The Perks of Being a Wallflower
Stephen Chbosky’s coming of age novel is close to my heart. I had to read it as a required text for a freshman seminar I took in college. The wallflower existence of Charlie (Logan Lerman) mirrored my own in high school. Like Charlie, I spent the summer before my freshman year of high school in the hospital (for a misdiagnosed appendix instead of a nervous breakdown) and felt grossly inadequate to handle high school life when I arrived for my first day. I encountered the cliques and the overwhelming feeling that because of my interest in the arts—not a common attribute of most 15 year olds in the middle of Wisconsin—I was alone. Like Charlie, however, I found solace in the presence of upperclassmen (you know who you are) who, like Sam (Emma Watson) and Patrick (Ezra Miller), expanded my knowledge of film and music. I share this because I assume the effectiveness of The Perks of Being a Wallflower as a film rests on that connection. If the viewer was/is a wallflower, they’ll find the experience nostalgic and cathartic.
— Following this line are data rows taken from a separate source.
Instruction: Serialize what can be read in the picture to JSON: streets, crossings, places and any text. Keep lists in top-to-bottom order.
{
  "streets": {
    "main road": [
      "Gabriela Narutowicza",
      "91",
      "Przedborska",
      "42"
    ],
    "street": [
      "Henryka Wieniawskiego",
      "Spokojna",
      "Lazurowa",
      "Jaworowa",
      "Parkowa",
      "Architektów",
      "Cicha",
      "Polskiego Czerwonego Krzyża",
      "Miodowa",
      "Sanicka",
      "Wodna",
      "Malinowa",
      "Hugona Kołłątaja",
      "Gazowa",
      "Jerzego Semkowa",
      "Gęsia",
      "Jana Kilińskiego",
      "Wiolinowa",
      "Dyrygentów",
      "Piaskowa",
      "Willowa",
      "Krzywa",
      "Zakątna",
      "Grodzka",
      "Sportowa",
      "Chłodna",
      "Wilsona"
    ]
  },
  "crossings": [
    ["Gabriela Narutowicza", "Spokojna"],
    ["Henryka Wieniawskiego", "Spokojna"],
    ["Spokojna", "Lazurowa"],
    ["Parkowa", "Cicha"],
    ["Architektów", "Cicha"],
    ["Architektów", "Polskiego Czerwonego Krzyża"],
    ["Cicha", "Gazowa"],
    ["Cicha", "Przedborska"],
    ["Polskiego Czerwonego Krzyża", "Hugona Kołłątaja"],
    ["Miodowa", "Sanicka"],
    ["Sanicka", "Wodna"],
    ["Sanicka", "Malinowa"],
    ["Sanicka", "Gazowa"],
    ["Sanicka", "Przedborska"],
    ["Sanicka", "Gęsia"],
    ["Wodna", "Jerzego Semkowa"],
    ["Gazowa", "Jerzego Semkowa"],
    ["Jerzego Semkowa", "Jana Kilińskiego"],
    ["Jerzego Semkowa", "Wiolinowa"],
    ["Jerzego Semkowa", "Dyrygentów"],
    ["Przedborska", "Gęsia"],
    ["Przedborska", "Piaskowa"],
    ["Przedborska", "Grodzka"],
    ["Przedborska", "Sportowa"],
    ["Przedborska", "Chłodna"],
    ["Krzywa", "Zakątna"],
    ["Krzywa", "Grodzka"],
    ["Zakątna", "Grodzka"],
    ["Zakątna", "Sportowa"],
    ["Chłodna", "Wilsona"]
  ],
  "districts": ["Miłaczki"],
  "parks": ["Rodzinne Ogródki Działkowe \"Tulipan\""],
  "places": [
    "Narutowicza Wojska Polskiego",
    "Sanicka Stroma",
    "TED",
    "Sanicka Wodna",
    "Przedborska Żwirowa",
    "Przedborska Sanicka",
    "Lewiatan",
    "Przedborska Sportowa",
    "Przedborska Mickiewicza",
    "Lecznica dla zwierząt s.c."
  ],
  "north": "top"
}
If he or she wasn’t or isn’t, I’m not sure it will pack as much of a punch.
For those of you familiar with the book—a largely plotless enterprise, rendered in small vignettes about chasing girls, exploring literature, and dealing with past traumas—you’ll come away from the film feeling like you’ve just watched the best adaptation possible. Chbosky wrote and directed this film and while its visual style is relatively average, his strong work with his cast (in particular, the three leads, specifically Ezra Miller who, between this and We Need to Talk About Kevin, is a talent to keep an eye on), his ability to cinematically hit those emotional points of his book effectively (“I swear we were infinite.”), and his admiration of The Rocky Horror Picture Show and The Smiths do an amazing job of tugging the heartstrings while keeping the characters as vivid as they were in the novel. Watching the film was akin to going through a tunnel while standing on the flatbed of a truck—emotional and exhilarating. I wish it hadn’t taken me a month and a half to get to Austin to see it.